On September 10th, mobile app analytics provider Flurry (which was acquired by Yahoo a little more than a year ago) published some interesting data points around mobile app usage, one of which was surfaced by many mainstream media outlets: in the US, more minutes per day, on average, are now spent focused on mobile devices than televisions.
While this eventuality was wholly predictable — note in the above chart that minutes spent watching television has remained flat since Q2 2013, and indeed has remained flat since Q1 2012 — it’s nonetheless symbolic of an important shift in the way people (or, at least, Americans) consume content.
Which begs the question: if mobile is a larger platform, in terms of consumption, that television, then what role should television have in advertising mobile apps?
Mobile gaming studios such as Machine Zone, King, and Supercell have used television advertising to great effect. But those companies are large, with large balance sheets: some component of reaching a massive, saturation-level audience with a television ad must have played into the internal ROI calculus when considering the viability of those ads by those companies.
The line of thought in pursuing a massive television campaign in a large market surely held that if an ad can reach enough people, it can reach everyone — if the saturation threshold can be identified, then whether or not a campaign at that level will be profitable can be quantified. This dovetails with the fact that not every potential user of an app is reachable via mobile ads; some people can only be reached through television.
Of course, more targeted television campaigns can also be viable: in running its ad during the Superbowl, Supercell effectively targeted its key demographic at a time when many of them were 1) in a room with their (presumably) friends, and, more importantly 2) likely in a room with someone that plays Clash of Clans already. That kind of targeting — reaching a group of people that are physically together — simply isn’t possible on mobile.
While examples of successful apps advertising on television certainly exist, the question of how television actually impacted the growth trajectories of the most famous examples (Clash of Clans, Game of War, Candy Crush Saga) is difficult to answer; those games were popular (and making lots of money) before advertising on television began for them. Surely the games reached even more people and made even more money as a result of television advertising (assuming the smart people employed by those companies made rational and profitable decisions), but it’s unclear where the formidability threshold exists for reaping positive ROI from television advertising.
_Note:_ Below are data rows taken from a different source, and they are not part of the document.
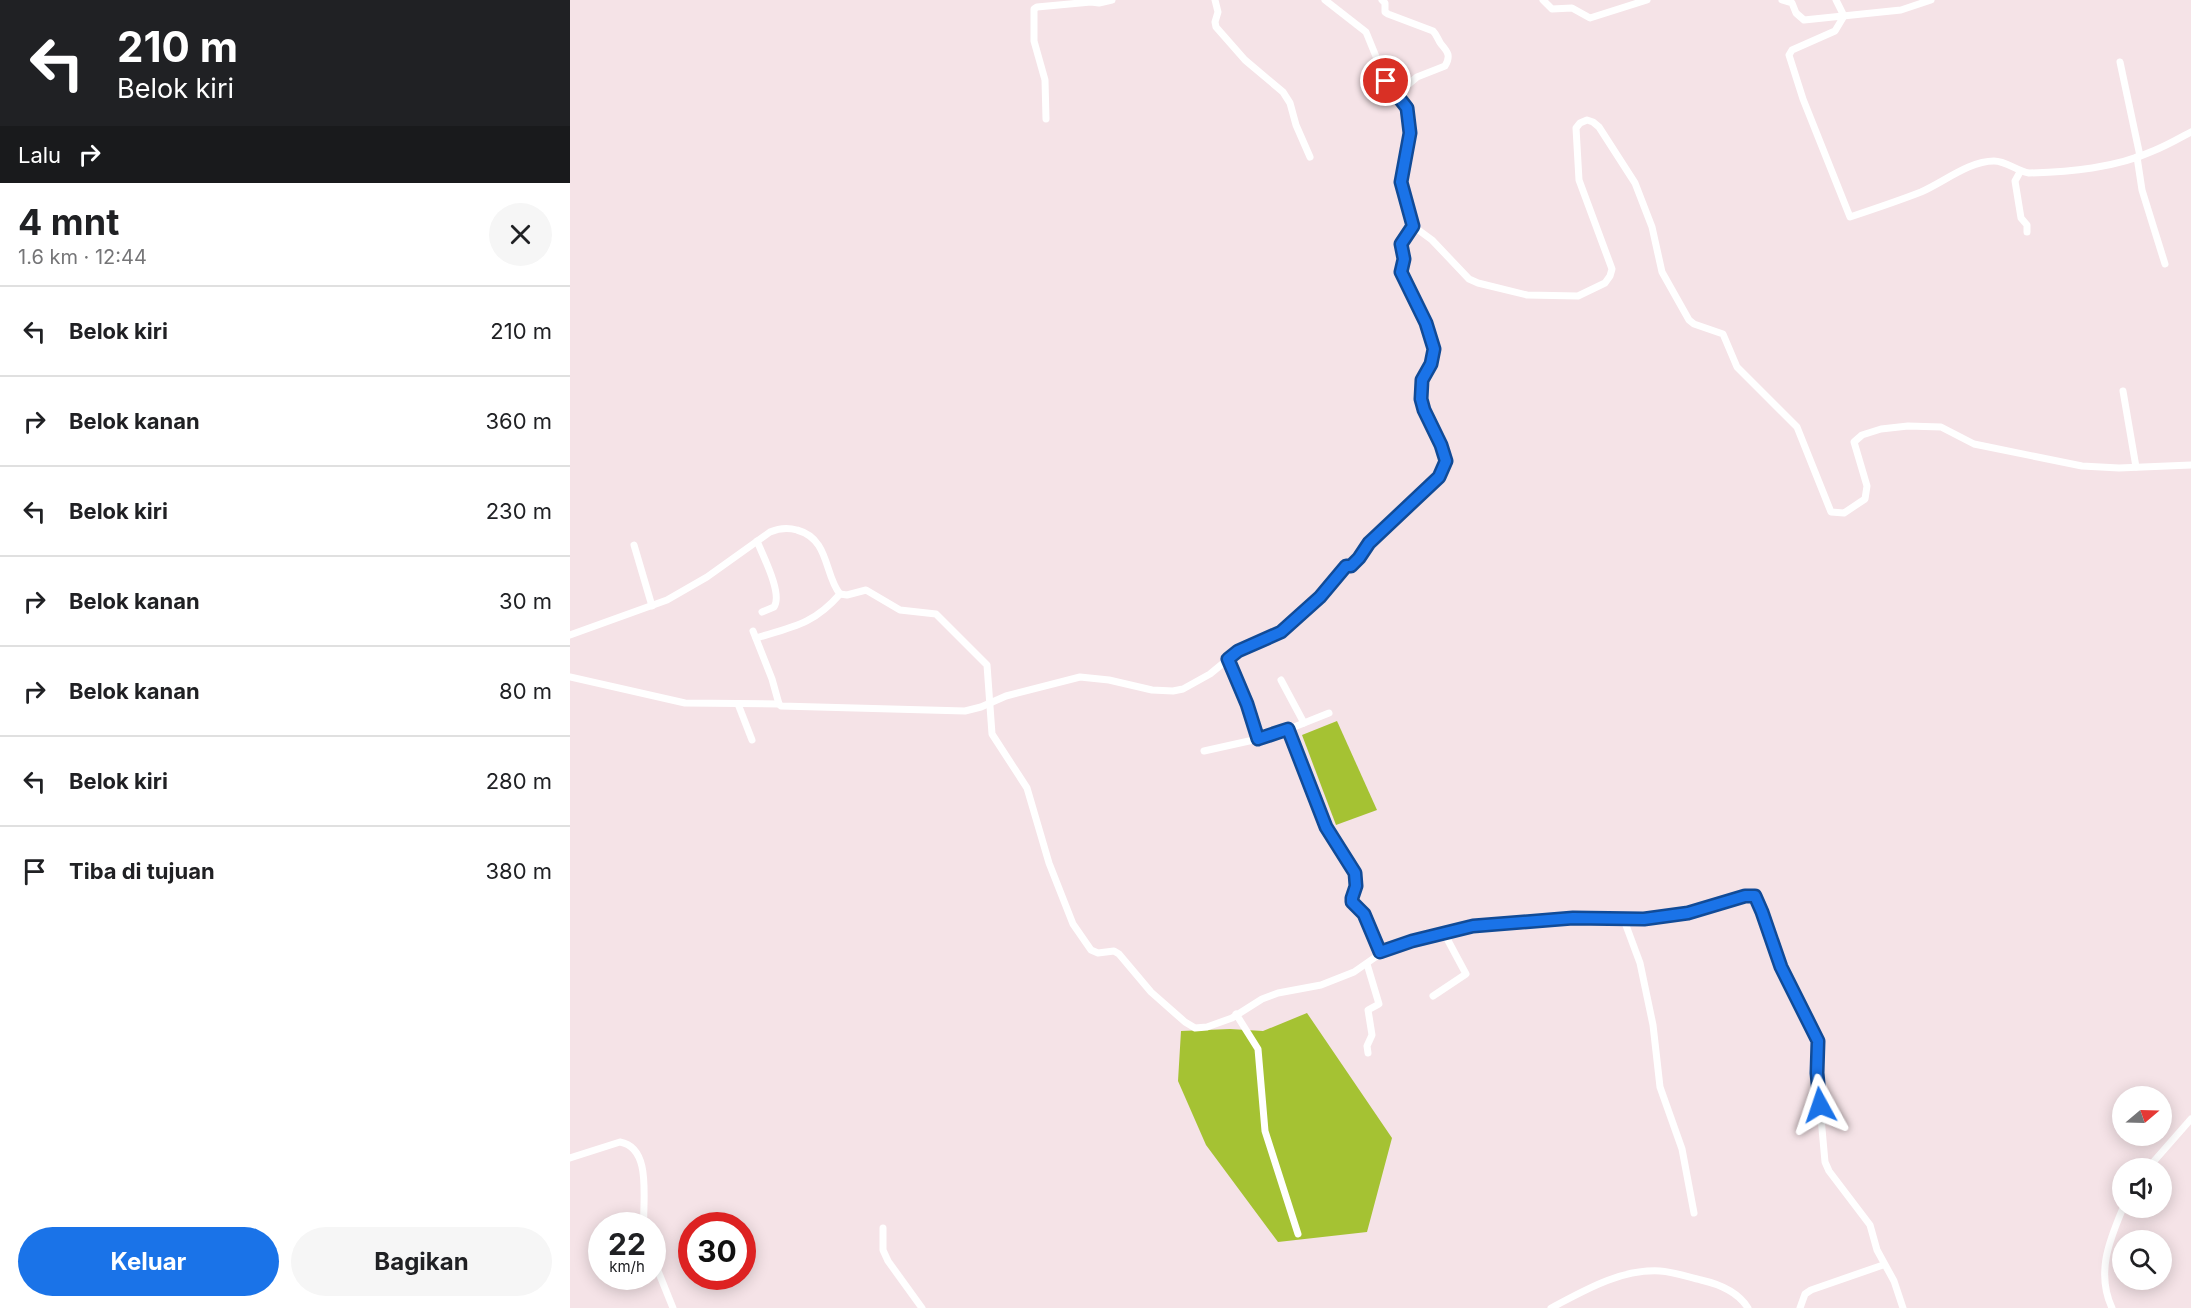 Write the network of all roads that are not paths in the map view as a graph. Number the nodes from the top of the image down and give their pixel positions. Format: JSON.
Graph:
{"nodes":[{"id":1,"x":1112,"y":0,"type":"edge"},
{"id":2,"x":1215,"y":0,"type":"edge"},
{"id":3,"x":1325,"y":0,"type":"edge"},
{"id":4,"x":1382,"y":0,"type":"edge"},
{"id":5,"x":1543,"y":0,"type":"edge"},
{"id":6,"x":1647,"y":0,"type":"edge"},
{"id":7,"x":1782,"y":0,"type":"edge"},
{"id":8,"x":1836,"y":0,"type":"edge"},
{"id":9,"x":1931,"y":0,"type":"edge"},
{"id":10,"x":1844,"y":16,"type":"junction"},
{"id":11,"x":2120,"y":62,"type":"dead end"},
{"id":12,"x":1407,"y":108,"type":"junction"},
{"id":13,"x":1046,"y":119,"type":"dead end"},
{"id":14,"x":2191,"y":132,"type":"edge"},
{"id":15,"x":2138,"y":156,"type":"junction"},
{"id":16,"x":1310,"y":157,"type":"dead end"},
{"id":17,"x":2020,"y":172,"type":"junction"},
{"id":18,"x":1413,"y":226,"type":"junction"},
{"id":19,"x":2027,"y":232,"type":"dead end"},
{"id":20,"x":2165,"y":264,"type":"dead end"},
{"id":21,"x":2123,"y":391,"type":"dead end"},
{"id":22,"x":2191,"y":465,"type":"edge"},
{"id":23,"x":2136,"y":467,"type":"junction"},
{"id":24,"x":757,"y":542,"type":"junction"},
{"id":25,"x":634,"y":545,"type":"dead end"},
{"id":26,"x":840,"y":594,"type":"junction"},
{"id":27,"x":652,"y":606,"type":"junction"},
{"id":28,"x":762,"y":612,"type":"dead end"},
{"id":29,"x":570,"y":634,"type":"edge"},
{"id":30,"x":1228,"y":659,"type":"junction"},
{"id":31,"x":570,"y":677,"type":"edge"},
{"id":32,"x":1281,"y":680,"type":"dead end"},
{"id":33,"x":738,"y":704,"type":"junction"},
{"id":34,"x":779,"y":704,"type":"junction"},
{"id":35,"x":989,"y":704,"type":"junction"},
{"id":36,"x":1329,"y":713,"type":"dead end"},
{"id":37,"x":1304,"y":723,"type":"junction"},
{"id":38,"x":1288,"y":729,"type":"junction"},
{"id":39,"x":1258,"y":739,"type":"junction"},
{"id":40,"x":752,"y":740,"type":"dead end"},
{"id":41,"x":1204,"y":752,"type":"dead end"},
{"id":42,"x":1624,"y":920,"type":"junction"},
{"id":43,"x":1444,"y":933,"type":"junction"},
{"id":44,"x":1380,"y":952,"type":"junction"},
{"id":45,"x":1367,"y":964,"type":"junction"},
{"id":46,"x":1433,"y":996,"type":"dead end"},
{"id":47,"x":1236,"y":1014,"type":"junction"},
{"id":48,"x":1368,"y":1053,"type":"dead end"},
{"id":49,"x":2191,"y":1119,"type":"edge"},
{"id":50,"x":570,"y":1158,"type":"edge"},
{"id":51,"x":2157,"y":1158,"type":"edge"},
{"id":52,"x":644,"y":1212,"type":"edge"},
{"id":53,"x":1694,"y":1213,"type":"dead end"},
{"id":54,"x":2119,"y":1218,"type":"edge"},
{"id":55,"x":883,"y":1228,"type":"dead end"},
{"id":56,"x":1298,"y":1234,"type":"dead end"},
{"id":57,"x":1883,"y":1265,"type":"junction"},
{"id":58,"x":666,"y":1290,"type":"edge"},
{"id":59,"x":673,"y":1308,"type":"edge"},
{"id":60,"x":922,"y":1308,"type":"edge"},
{"id":61,"x":1551,"y":1308,"type":"edge"},
{"id":62,"x":1748,"y":1308,"type":"edge"},
{"id":63,"x":1800,"y":1308,"type":"edge"},
{"id":64,"x":1903,"y":1308,"type":"edge"},
{"id":65,"x":2112,"y":1308,"type":"edge"}],
"edges":[{"from":1,"to":13,"type":"street"},
{"from":2,"to":16,"type":"street"},
{"from":3,"to":12,"type":"street"},
{"from":4,"to":12,"type":"street"},
{"from":5,"to":6,"type":"street"},
{"from":7,"to":10,"type":"street"},
{"from":8,"to":10,"type":"street"},
{"from":9,"to":10,"type":"street"},
{"from":10,"to":17,"type":"street"},
{"from":11,"to":15,"type":"street"},
{"from":12,"to":18,"type":"street"},
{"from":14,"to":15,"type":"street"},
{"from":15,"to":17,"type":"street"},
{"from":15,"to":20,"type":"street"},
{"from":17,"to":19,"type":"street"},
{"from":18,"to":23,"type":"street"},
{"from":18,"to":30,"type":"street"},
{"from":21,"to":23,"type":"street"},
{"from":22,"to":23,"type":"street"},
{"from":24,"to":26,"type":"street"},
{"from":24,"to":27,"type":"street"},
{"from":24,"to":28,"type":"street"},
{"from":25,"to":27,"type":"street"},
{"from":26,"to":34,"type":"street"},
{"from":26,"to":35,"type":"street"},
{"from":27,"to":29,"type":"street"},
{"from":30,"to":35,"type":"street"},
{"from":30,"to":39,"type":"street"},
{"from":31,"to":33,"type":"street"},
{"from":32,"to":37,"type":"street"},
{"from":33,"to":34,"type":"street"},
{"from":33,"to":40,"type":"street"},
{"from":34,"to":35,"type":"street"},
{"from":35,"to":47,"type":"street"},
{"from":36,"to":37,"type":"street"},
{"from":37,"to":38,"type":"street"},
{"from":38,"to":39,"type":"street"},
{"from":38,"to":44,"type":"street"},
{"from":39,"to":41,"type":"street"},
{"from":42,"to":43,"type":"street"},
{"from":42,"to":53,"type":"street"},
{"from":42,"to":57,"type":"street"},
{"from":43,"to":44,"type":"street"},
{"from":43,"to":46,"type":"street"},
{"from":44,"to":45,"type":"street"},
{"from":45,"to":47,"type":"street"},
{"from":45,"to":48,"type":"street"},
{"from":47,"to":56,"type":"street"},
{"from":49,"to":51,"type":"street"},
{"from":50,"to":52,"type":"street"},
{"from":54,"to":65,"type":"street"},
{"from":55,"to":60,"type":"street"},
{"from":57,"to":63,"type":"street"},
{"from":57,"to":64,"type":"street"},
{"from":58,"to":59,"type":"street"},
{"from":61,"to":62,"type":"street"}]}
Television advertising introduces far more friction for mobile apps than does mobile advertising:
- A potential user must remember the name of an app and search for it explicitly in order to download it after watching a television advertisement. With mobile advertising, a download is a mere click away;
- CPMs for the most desirable television ad inventory in the US are cheaper than most premium mobile video ad inventory, but targeting for television is difficult, as is calculating return on spend. Growth in digital (including desktop) ad spend has outpaced that of television for the last few years because of this, and digital spending is set to eclipse television spending in the near future;
- The process of buying television ads almost necessitates the use of intermediaries, reducing the transparency of the transaction. Mediapalooza revealed how much big advertisers are wasting on agency kickbacks / rebates.
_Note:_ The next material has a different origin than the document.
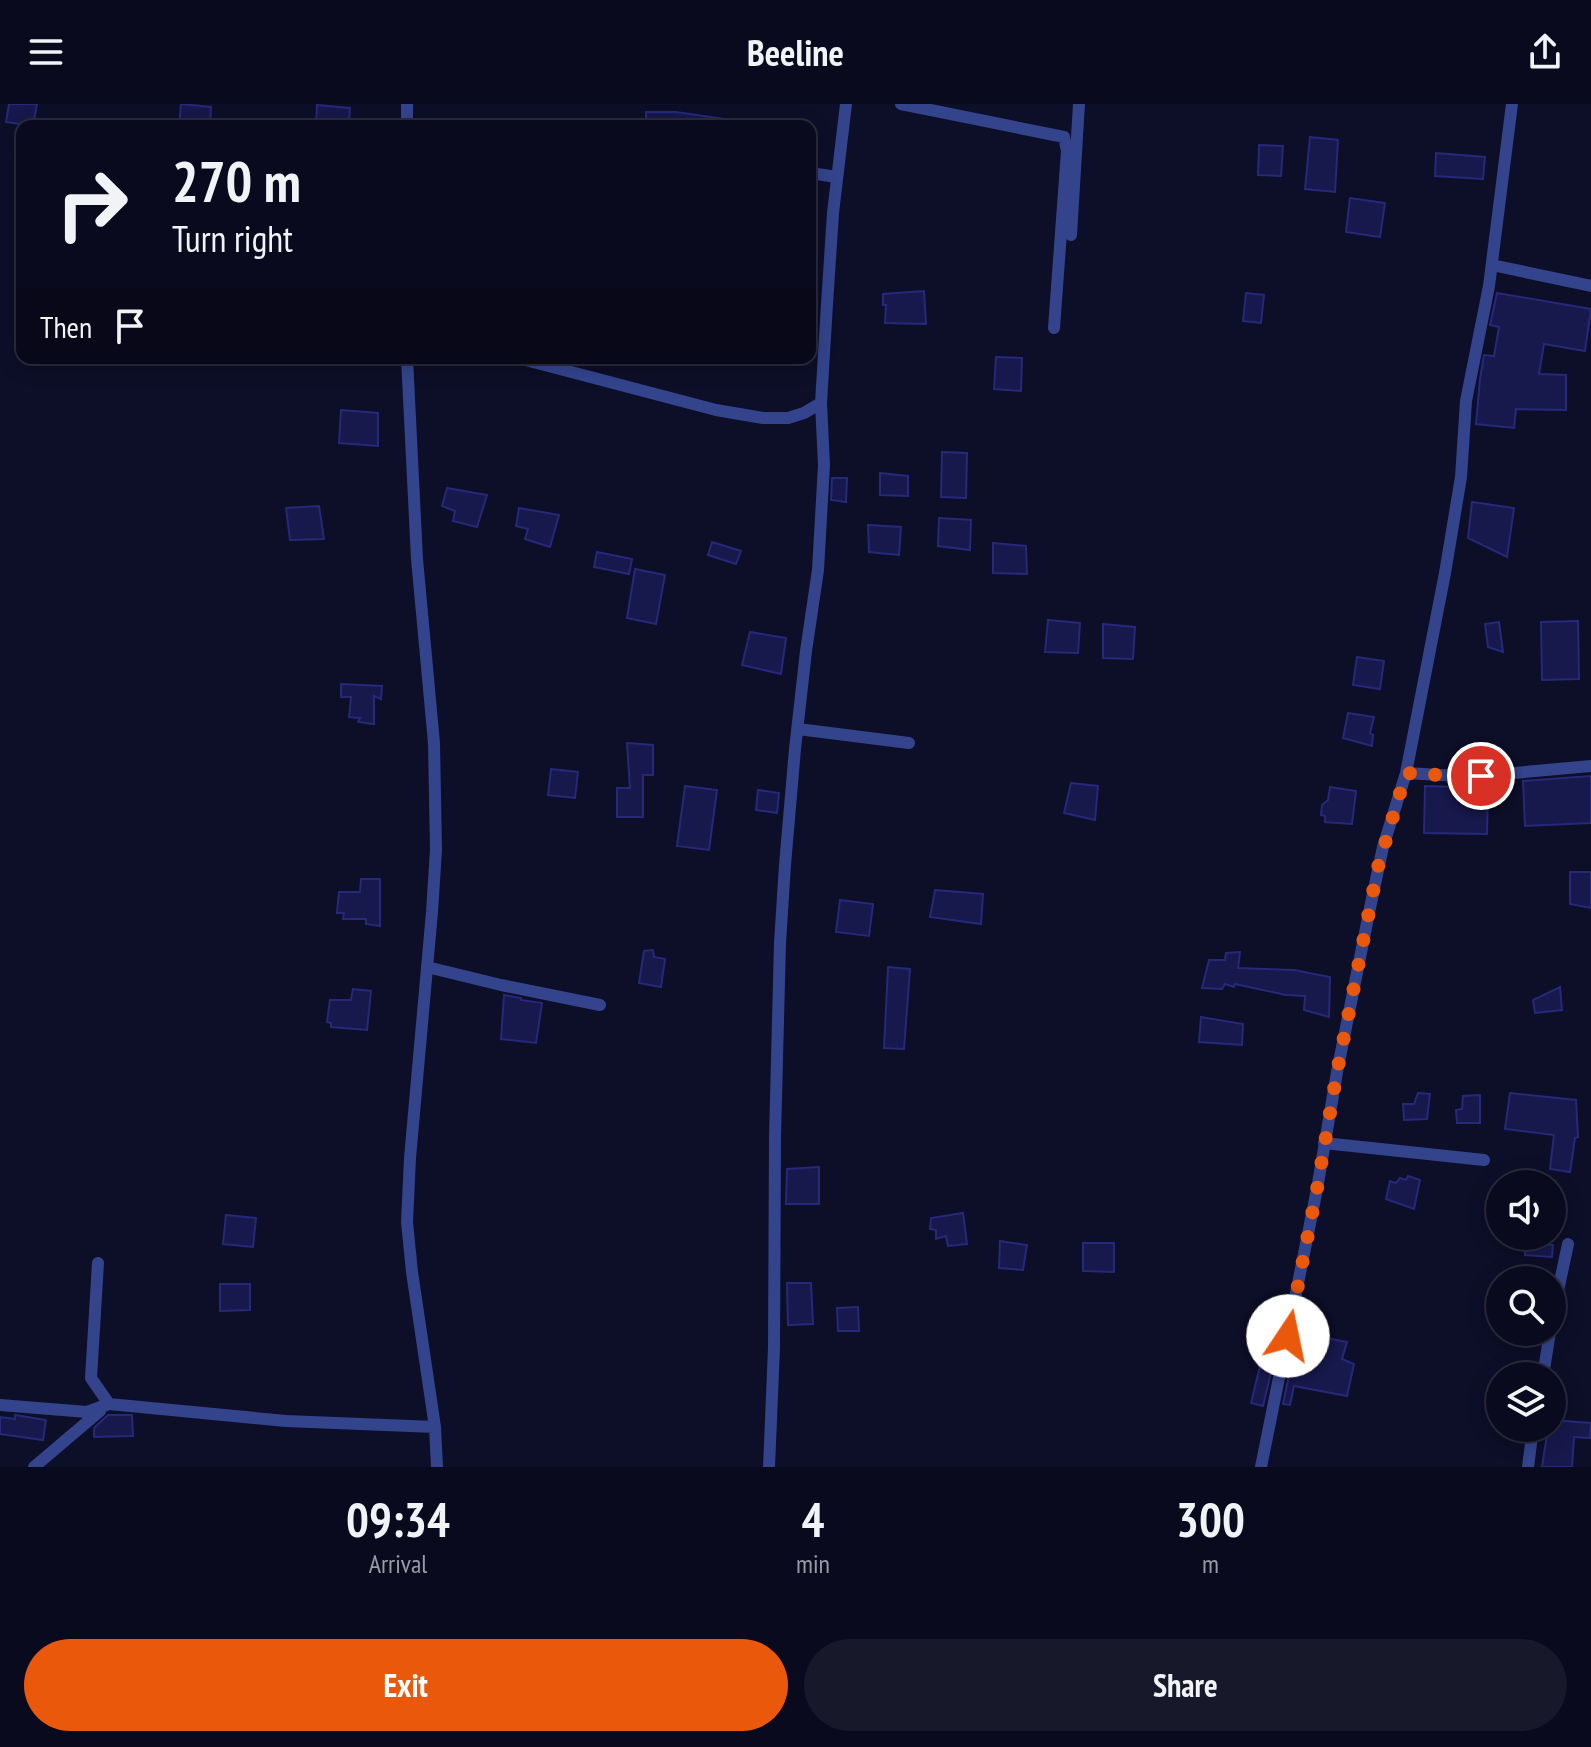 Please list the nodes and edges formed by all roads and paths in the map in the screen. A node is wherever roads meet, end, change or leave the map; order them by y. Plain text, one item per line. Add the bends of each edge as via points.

Putting this all together, it seems that a number of conditions must be met in order for television advertising to make sense for any mobile developer, chief among those potentially being that the product being advertised is already a social phenomenon. If that’s the case, the list of developers for which television advertising could effectively be employed is probably quite small — possibly even smaller than the number of app developers that have actually used it at appreciable scale. This could explain why most appeals to experiment with television advertising can only ever muster the same few examples to justify it.